Wikipedia introduces the vector product for two vectors $\vec a$ and $\vec b$ as
$$
\vec a \times\vec b=(\| \vec a\| \|\vec b\|\sin\Theta)\vec n
$$
It then mentions that $\vec n$ is the vector normal to the plane made by $\vec a$ and $\vec b$, implying that $\vec a$ and $\vec b$ are 3D vectors. Wikipedia mentions something about a 7D cross product, but I'm not going to pretend I understand that.
My idea, which remains unconfirmed with any source, is that a cross product can be thought of a vector which is orthogonal to all vectors which you are crossing. If, and that's a big IF, this is right over all dimensions, we know that for a set of $n-1$ $n$-dimensional vectors, there exists a vector which is orthogonal to all of them. The magnitude would have something to do with the area/volume/hypervolume/etc. made by the vectors we are crossing.

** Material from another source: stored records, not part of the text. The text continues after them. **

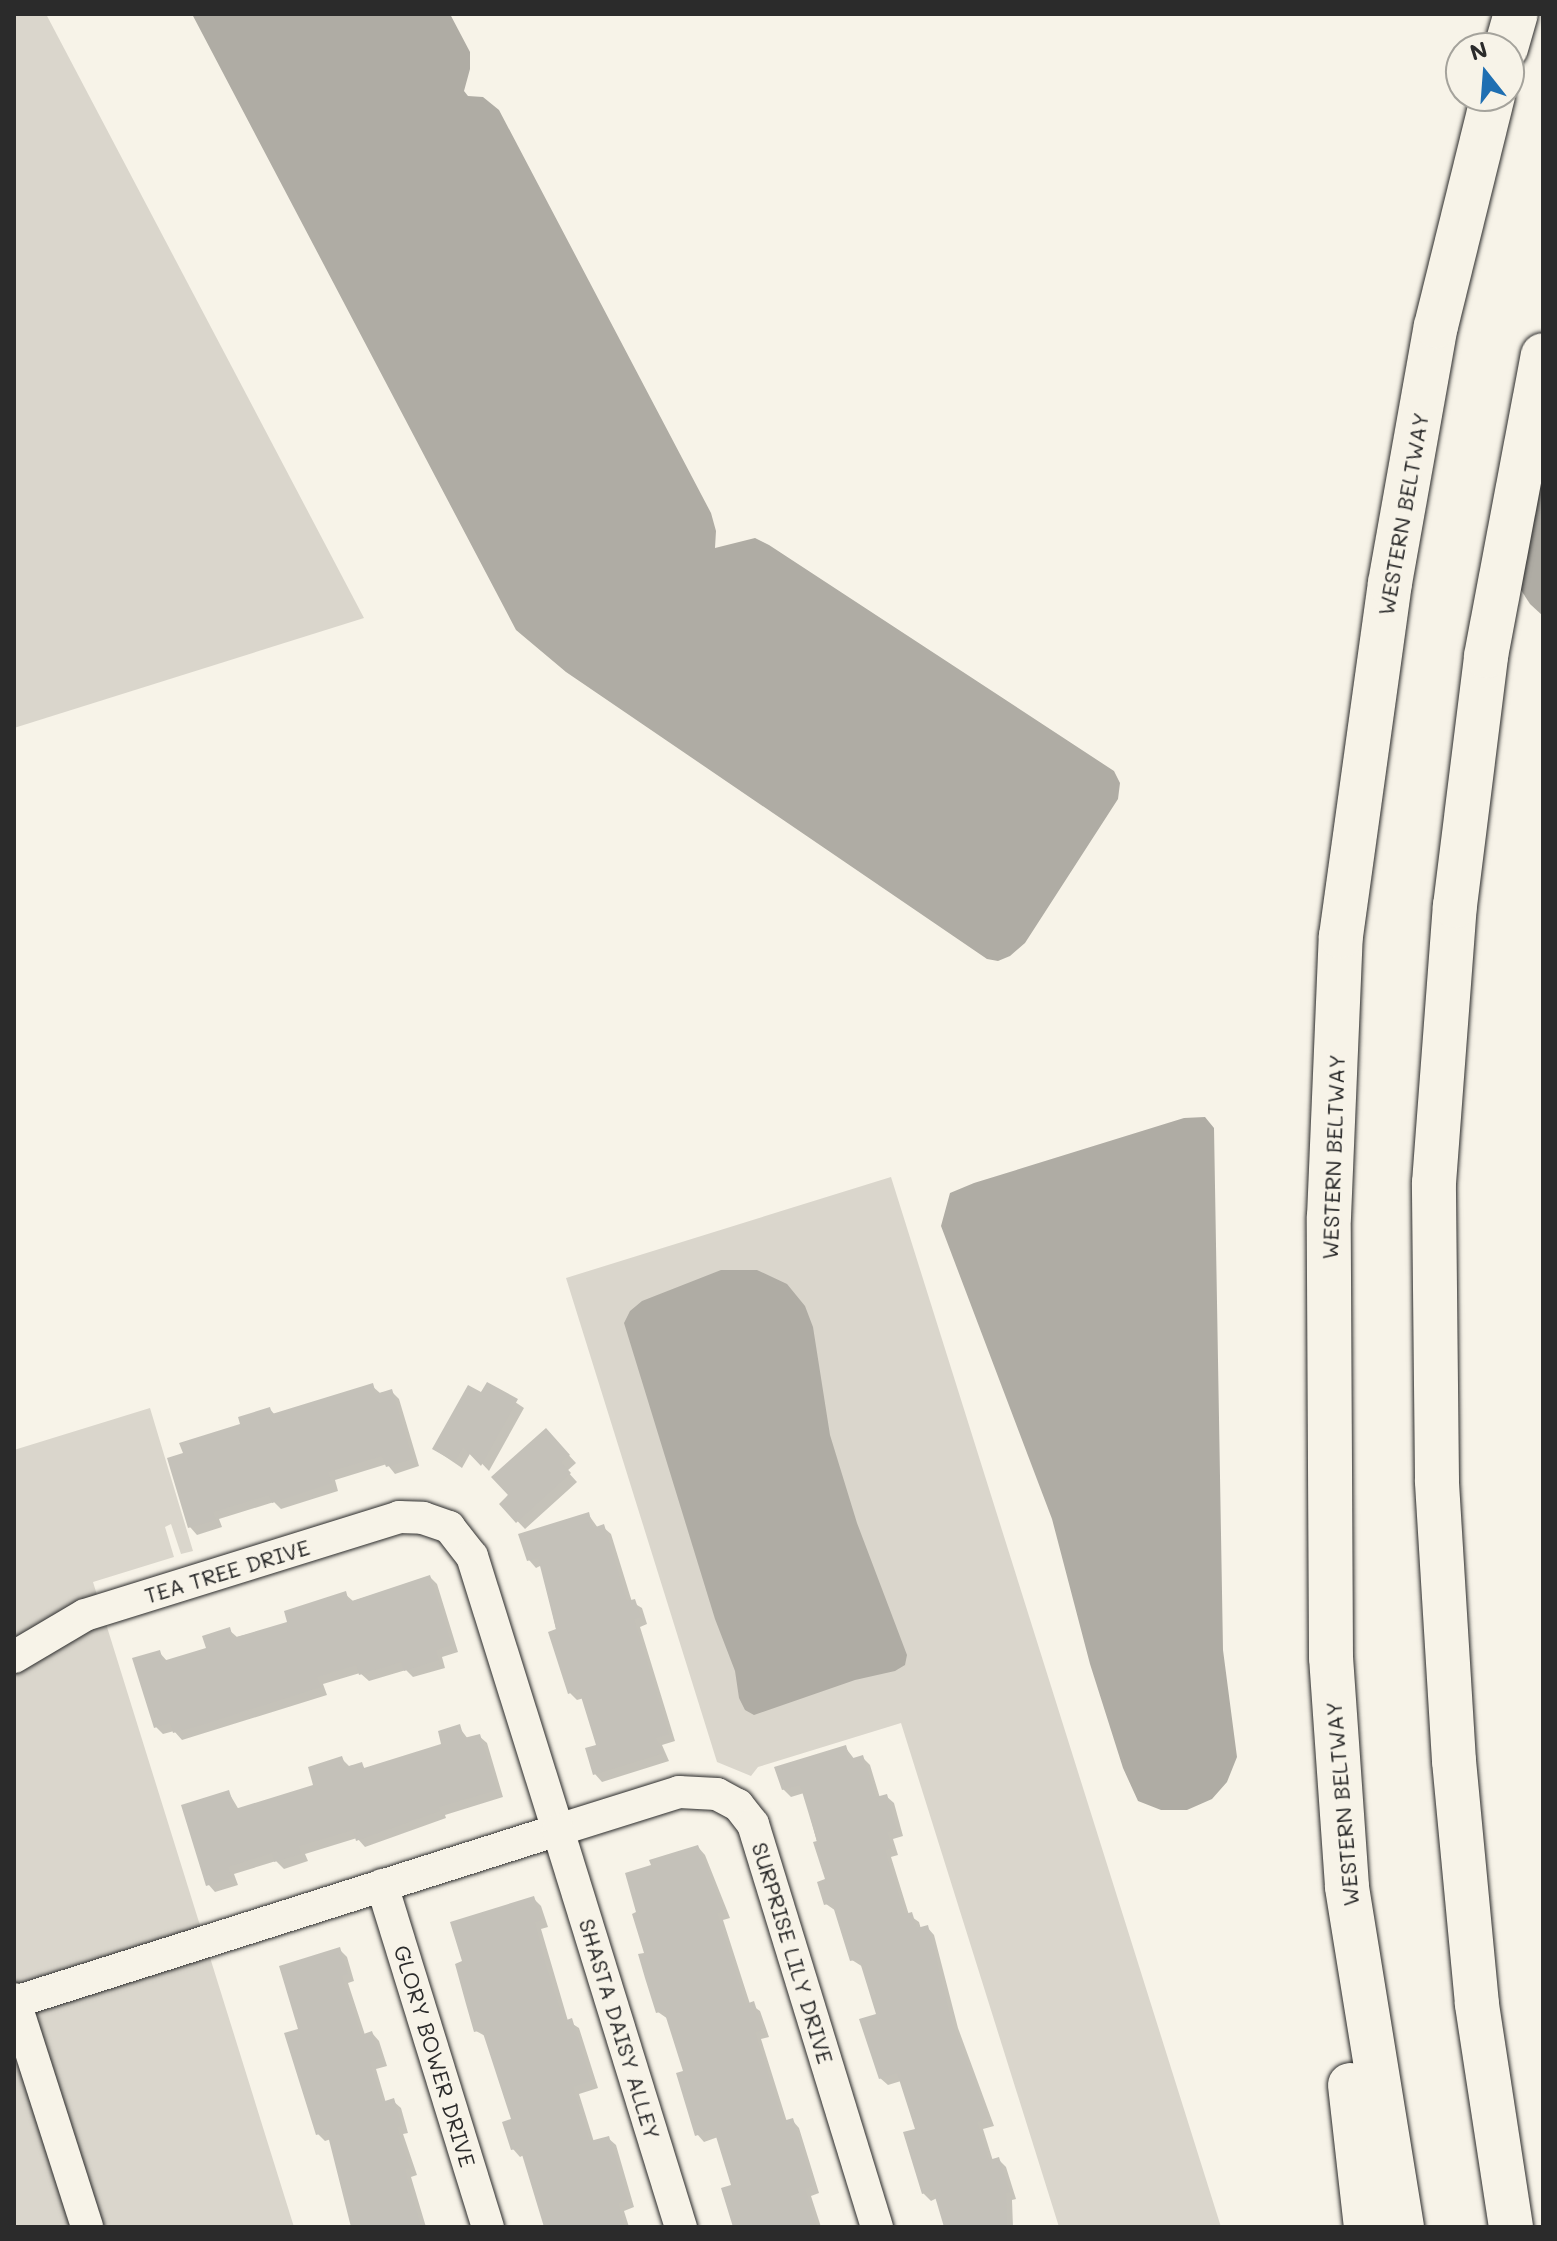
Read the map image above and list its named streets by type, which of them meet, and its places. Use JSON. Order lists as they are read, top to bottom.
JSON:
{
  "streets": {
    "highway": ["WESTERN BELTWAY"],
    "street": [
      "TEA TREE DRIVE",
      "SURPRISE LILY DRIVE",
      "SHASTA DAISY ALLEY",
      "GLORY BOWER DRIVE"
    ]
  },
  "crossings": [
    ["TEA TREE DRIVE", "SURPRISE LILY DRIVE"],
    ["TEA TREE DRIVE", "SHASTA DAISY ALLEY"],
    ["SURPRISE LILY DRIVE", "SHASTA DAISY ALLEY"],
    ["SURPRISE LILY DRIVE", "GLORY BOWER DRIVE"]
  ],
  "north": "top"
}
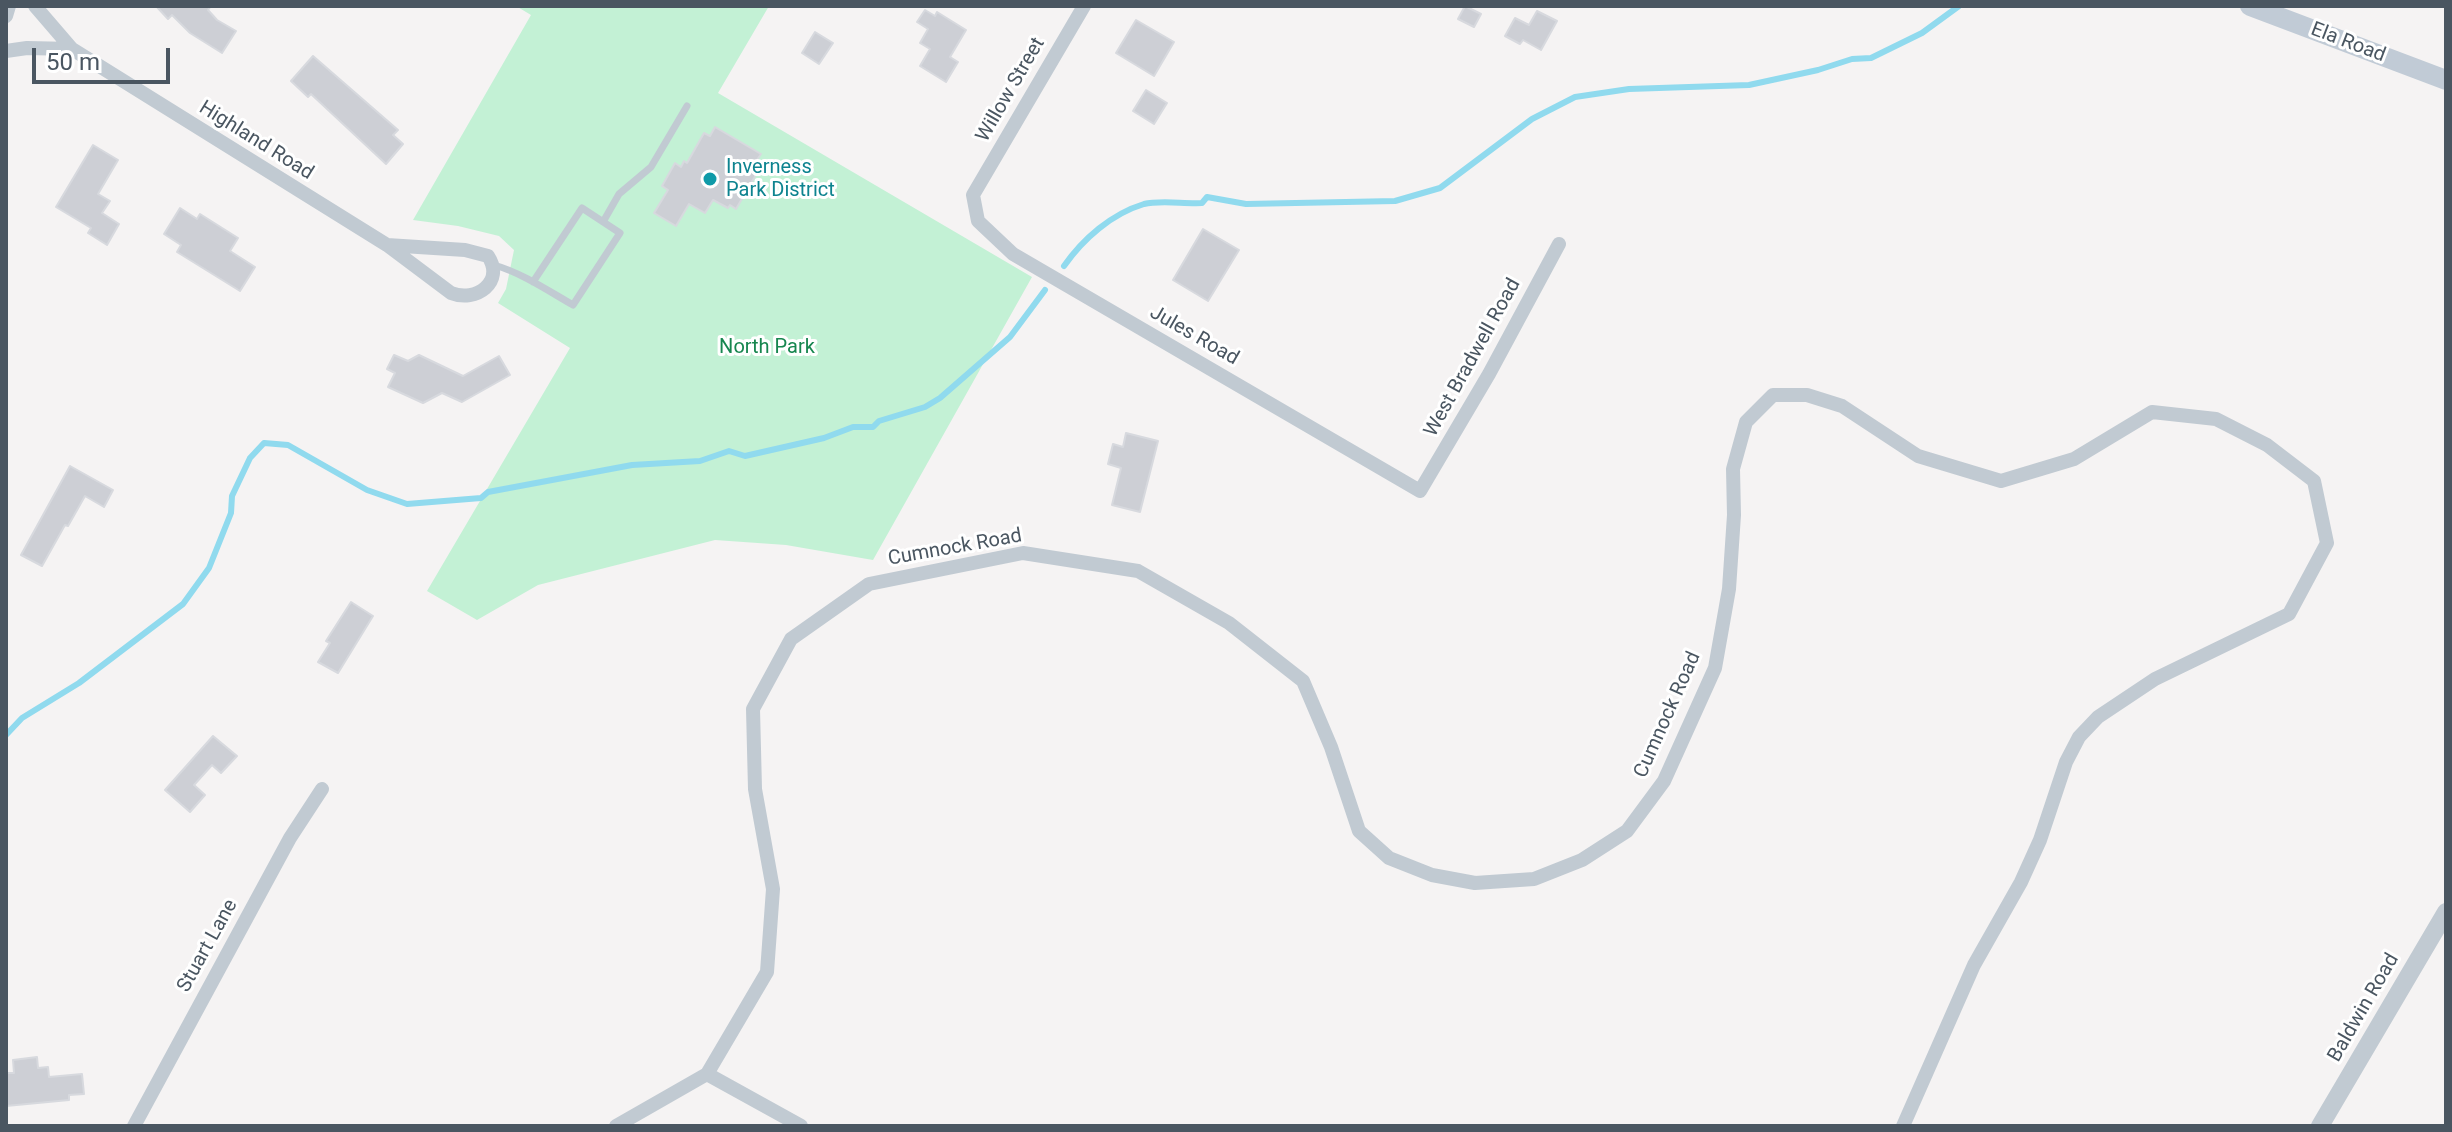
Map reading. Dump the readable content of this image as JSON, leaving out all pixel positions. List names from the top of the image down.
{
  "streets": {
    "main road": ["Ela Road"],
    "street": [
      "Willow Street",
      "Highland Road",
      "Jules Road",
      "West Bradwell Road",
      "Cumnock Road",
      "Stuart Lane",
      "Baldwin Road"
    ]
  },
  "crossings": [
    ["Willow Street", "Jules Road"],
    ["Jules Road", "West Bradwell Road"]
  ],
  "parks": ["North Park"],
  "places": ["Inverness Park District"],
  "scale_bar": "50 m"
}
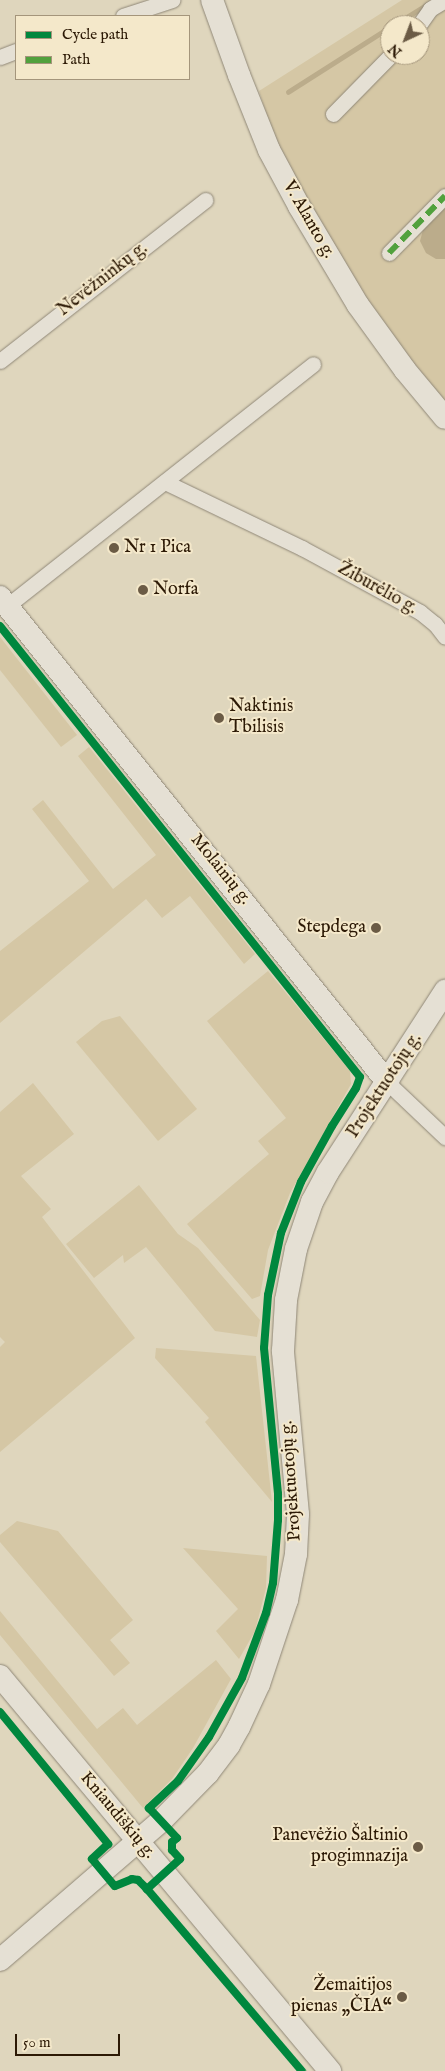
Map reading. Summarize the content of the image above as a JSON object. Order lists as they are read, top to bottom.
{
  "streets": {
    "main road": [
      "V. Alanto g.",
      "Molainių g.",
      "Projektuotojų g.",
      "Kniaudiškių g."
    ],
    "street": ["Nevėžninkų g.", "Žiburėlio g."]
  },
  "crossings": [
    ["Molainių g.", "Projektuotojų g."],
    ["Projektuotojų g.", "Kniaudiškių g."]
  ],
  "places": [
    "Nr 1 Pica",
    "Norfa",
    "Naktinis Tbilisis",
    "Stepdega",
    "Panevėžio Šaltinio progimnazija",
    "Žemaitijos pienas „ČIA“"
  ],
  "legend": ["Cycle path", "Path"],
  "scale_bar": "50 m",
  "north": "bottom left"
}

Am I right to guess that this multidimensional aspect of cross vectors exists or is that last part utter rubbish?
Best Answer
Yes, you are correct. You can generalize the cross product to $n$ dimensions by saying it is an operation which takes in $n-1$ vectors and produces a vector that is perpendicular to each one. This can be easily defined using the exterior algebra and Hodge star operator http://en.wikipedia.org/wiki/Hodge_dual: the cross product of $v_1,\ldots,v_{n-1}$ is then just $*(v_1 \wedge v_2 \cdots \wedge v_{n-1}$).
Then the magnitude of the cross product of n-1 vectors is the volume of the higher-dimensional parallelogram that they determine. Specifying the magnitude and being orthogonal to each of the vectors narrows the possiblity to two choices-- an orientation picks out one of these.